§ Exercise aim:
Go line by line through the listing below and copy those that hold "minor".

§ Supplied records:
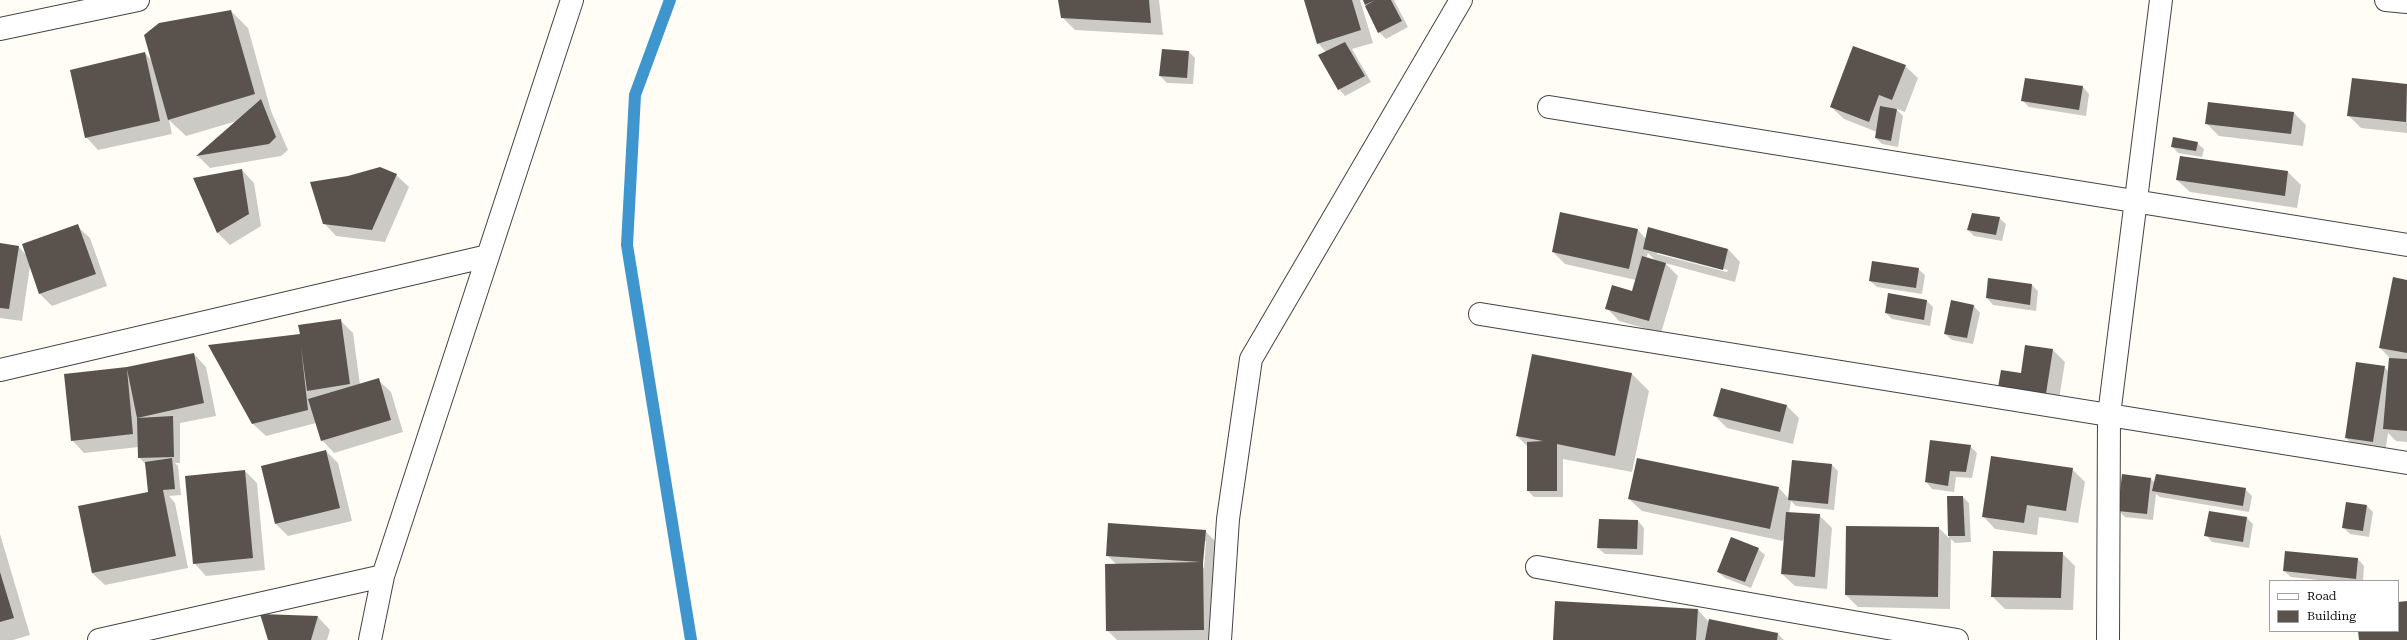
<!DOCTYPE html>
<style>
body{margin:0}
#map{position:relative;width:2407px;height:640px;overflow:hidden;background:#fffdf5;font-family:"Roboto Serif",serif}
canvas{display:block}
.legend{position:absolute;left:2269px;top:580px;width:130px;height:52px;box-sizing:border-box;background:#fff;border:1px solid #a0a0a0;margin:0;padding:5px 7px;list-style:none;font-size:12px;color:#111}
.legend li{display:flex;align-items:center;gap:8px;height:20px}
.legend b{width:20px;border:1px solid #a0a0a0}
</style>
<div id="map">
<canvas width="2407" height="640"></canvas>
<ul class="legend">
<li><b style="height:5px;background:#fff"></b>Road</li>
<li><b style="height:11px;background:#5a524d"></b>Building</li>
</ul>
</div>
<script>
const g = document.querySelector('canvas').getContext('2d');
g.lineJoin = 'round';
function paint(path, color) {
  g.fillStyle = color;
  g.fill(path, 'evenodd');
}
function poly(rows) {
  const path = new Path2D();
  for (const r of rows) {
    path.moveTo(r[0], r[1]);
    for (let i = 2; i < r.length; i += 2) path.lineTo(r[i], r[i + 1]);
  }
  return path;
}
function strokePath(path, color, width, dash) {
  g.strokeStyle = color;
  g.lineWidth = width;
  g.lineCap = dash ? 'butt' : 'round';
  g.setLineDash(dash || []);
  g.stroke(path);
}
const shadow = poly([
 [1059,0,1159,0,1163,35,1075,30,1062,17],
 [1305,0,1360,0,1373,43,1352,49,1371,82,1345,96,1339,89,1326,52,1318,43],
 [1363,0,1394,0,1408,27,1386,39,1379,32],
 [231,11,248,28,271,111,288,150,281,156,210,168,198,156,237,121,186,136,169,120,172,134,98,150,86,137,145,53,152,61],
 [1189,52,1195,58,1193,84,1167,83,1160,76],
 [1905,66,1918,78,1905,112,1895,108,1903,116,1898,147,1882,144,1876,138,1877,132,1844,119,1831,107],
 [2353,79,2407,85,2407,133,2361,128,2348,115],
 [2083,87,2089,94,2086,116,2029,107,2023,101],
 [2294,113,2306,125,2303,146,2219,136,2206,123],
 [2197,143,2204,149,2202,157,2178,153,2172,146],
 [2181,157,2288,172,2301,185,2297,208,2190,192,2177,180],
 [242,170,254,183,261,226,230,245,218,233,194,178],
 [396,175,409,187,385,242,336,236,324,223],
 [1999,218,2006,224,2002,241,1974,236,1968,230],
 [77,226,90,238,107,286,52,306,40,294,30,266,22,321,0,318,0,244,19,247,26,255],
 [1638,230,1646,239,1728,249,1740,262,1735,282,1665,263,1678,276,1661,333,1619,321,1607,308,1632,292,1636,280,1565,264,1553,252],
 [1657,252,1728,270,1727,272,1657,254],
 [1648,253,1656,261,1646,258],
 [1918,269,1925,275,1922,294,1877,287,1870,281],
 [1989,279,2032,285,2038,291,2036,311,1993,305,1987,298],
 [2407,281,2407,442,2396,441,2388,433,2385,454,2358,450,2346,438,2384,367,2389,372,2390,358,2380,348],
 [1927,301,1933,307,1930,326,1892,319,1886,313],
 [1952,301,1974,306,1980,313,1973,344,1952,340,1945,334],
 [340,320,353,333,360,385,378,380,391,392,403,432,334,453,322,440,316,423,266,436,253,424,301,334],
 [2053,350,2065,362,2057,412,2022,374],
 [194,354,206,367,216,416,180,423,180,463,175,463,178,466,181,495,169,496,175,503,188,568,105,585,92,573,79,507,150,493,145,464,139,457,139,447,84,453,72,440,127,368],
 [1533,355,1632,374,1649,391,1632,472,1563,459,1563,497,1534,497,1528,491,1528,447,1517,436],
 [1721,390,1787,406,1799,418,1793,444,1727,428,1714,415],
 [1970,446,1977,453,1972,478,1956,477,1954,492,1932,489,1926,482],
 [326,451,338,463,352,521,288,536,276,524],
 [1832,465,1838,471,1834,510,1796,506,1791,501,1789,513,1819,515,1832,528,1827,589,1795,586,1782,574,1785,535,1783,541,1642,511,1629,499,1779,488,1789,499],
 [2072,469,2085,482,2078,523,2039,517,2037,535,1995,529,1983,516],
 [245,471,257,483,265,570,206,576,194,563],
 [2151,479,2155,483,2245,489,2252,496,2249,512,2160,497,2156,494,2153,520,2125,517,2119,511],
 [1948,497,1963,497,1969,503,1971,542,1955,543,1951,539,1950,609,1858,607,1846,595,1939,528,1949,538],
 [2367,506,2373,512,2369,537,2350,534,2343,527],
 [2247,518,2253,524,2249,548,2212,542,2206,535],
 [1638,521,1644,528,1643,555,1605,554,1598,548],
 [1205,531,1218,544,1216,640,1117,640,1107,630,1117,565,1107,555],
 [1204,541,1206,541,1204,568,1202,567],
 [0,534,30,635,13,640,0,640],
 [1758,549,1765,555,1751,588,1725,578,1718,572],
 [2286,552,2358,559,2364,566,2363,581,2327,581,2291,577,2284,571],
 [2062,553,2075,566,2073,610,2005,609,1992,596],
 [1698,610,1709,622,1778,634,1784,640,1554,640],
 [262,615,318,617,330,630,327,640,269,640]
]);
const stream = poly([
 [670,0,635,95,627,245,691,640]
]);
const building = poly([
 [1058,0,1149,0,1151,23,1061,18],
 [1304,0,1352,0,1361,30,1317,44],
 [1363,0,1375,0,1365,5],
 [1375,0,1391,0,1402,21,1378,33,1365,6],
 [231,10,255,94,168,120,144,35,159,23],
 [1345,42,1365,76,1338,90,1318,55],
 [1853,46,1906,65,1892,100,1879,95,1869,122,1830,107],
 [1162,49,1189,51,1187,78,1159,76],
 [145,52,160,121,85,138,70,70],
 [2025,78,2083,86,2079,110,2021,101],
 [2352,78,2407,84,2406,122,2347,116],
 [261,99,276,137,269,144,196,156],
 [2208,102,2294,112,2291,134,2205,124],
 [1880,106,1897,109,1891,141,1875,138],
 [2173,137,2198,142,2196,151,2171,147],
 [2180,156,2288,171,2285,196,2176,180],
 [380,167,397,174,372,230,323,224,310,182,348,176],
 [242,169,249,214,217,233,193,178],
 [1560,212,1638,229,1629,269,1552,252],
 [1972,213,2000,217,1996,235,1967,230],
 [78,224,96,274,39,294,22,244],
 [1648,227,1728,249,1723,270,1643,249],
 [0,243,19,246,9,309,0,308],
 [1642,256,1666,263,1649,321,1605,309,1612,285,1632,291],
 [1872,261,1919,268,1916,288,1869,281],
 [2393,277,2407,280,2407,353,2379,348],
 [1988,278,2032,284,2030,305,1986,298],
 [1888,293,1927,300,1924,320,1885,313],
 [1951,300,1974,305,1967,338,1944,334],
 [341,319,350,384,307,391,301,347,308,410,252,424,208,345,300,334,298,325],
 [2025,345,2053,349,2045,400,1997,393,2001,370,2021,373],
 [194,353,204,403,137,418,127,369,133,434,71,441,64,374,127,367],
 [1532,354,1632,373,1615,456,1557,444,1557,491,1527,491,1527,442,1543,441,1516,436],
 [2389,358,2407,359,2407,431,2383,429],
 [2356,362,2385,366,2373,442,2345,438],
 [379,378,391,420,321,441,308,399],
 [1721,388,1787,405,1780,432,1713,416],
 [173,416,174,457,138,458,137,418],
 [1930,440,1971,445,1966,472,1950,471,1948,486,1925,482],
 [326,450,340,508,275,524,261,466],
 [1991,456,2073,468,2066,511,2027,505,2024,523,1982,517],
 [172,458,175,489,163,490,176,556,92,573,78,506,148,492,145,462],
 [1637,458,1779,487,1770,529,1628,499],
 [1792,460,1832,464,1828,504,1788,500],
 [245,470,253,558,193,564,185,476],
 [2122,474,2151,478,2147,514,2118,511],
 [2156,474,2246,488,2243,506,2152,491],
 [1947,496,1963,496,1965,536,1948,536],
 [2346,502,2367,505,2363,531,2342,528],
 [2209,511,2247,517,2243,542,2204,536],
 [1786,512,1820,514,1815,577,1781,574],
 [1599,519,1638,520,1637,549,1597,548],
 [1108,523,1206,530,1203,563,1204,630,1106,631,1105,564,1201,562,1106,556],
 [1846,526,1939,527,1938,597,1845,595],
 [1731,537,1759,548,1745,582,1717,572],
 [1993,551,2063,552,2061,598,1991,597],
 [2285,551,2358,558,2356,579,2283,571],
 [0,572,14,618,0,622],
 [1555,601,1698,609,1696,640,1553,640],
 [2407,601,2407,640,2359,640,2358,631,2398,631,2398,602],
 [260,614,318,616,311,640,268,640],
 [1709,619,1778,633,1777,640,1705,640]
]);
const minor = poly([
 [2386,0,2407,2],
 [0,29,138,0],
 [1549,107,2407,245],
 [1480,314,2407,463],
 [0,370,488,256],
 [1537,567,1957,640],
 [99,640,383,576],
 [370,640,383,576,572,0],
 [1220,640,1228,519,1251,359,1461,0],
 [2108,640,2109,415,2161,0]
]);
paint(shadow, '#0003');
strokePath(stream, '#3f96cf', 12);
paint(building, '#5a524d');
strokePath(minor, '#444', 24);
strokePath(minor, '#fff', 22);
</script>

§ Reply:
const minor = poly([
strokePath(minor, '#444', 24);
strokePath(minor, '#fff', 22);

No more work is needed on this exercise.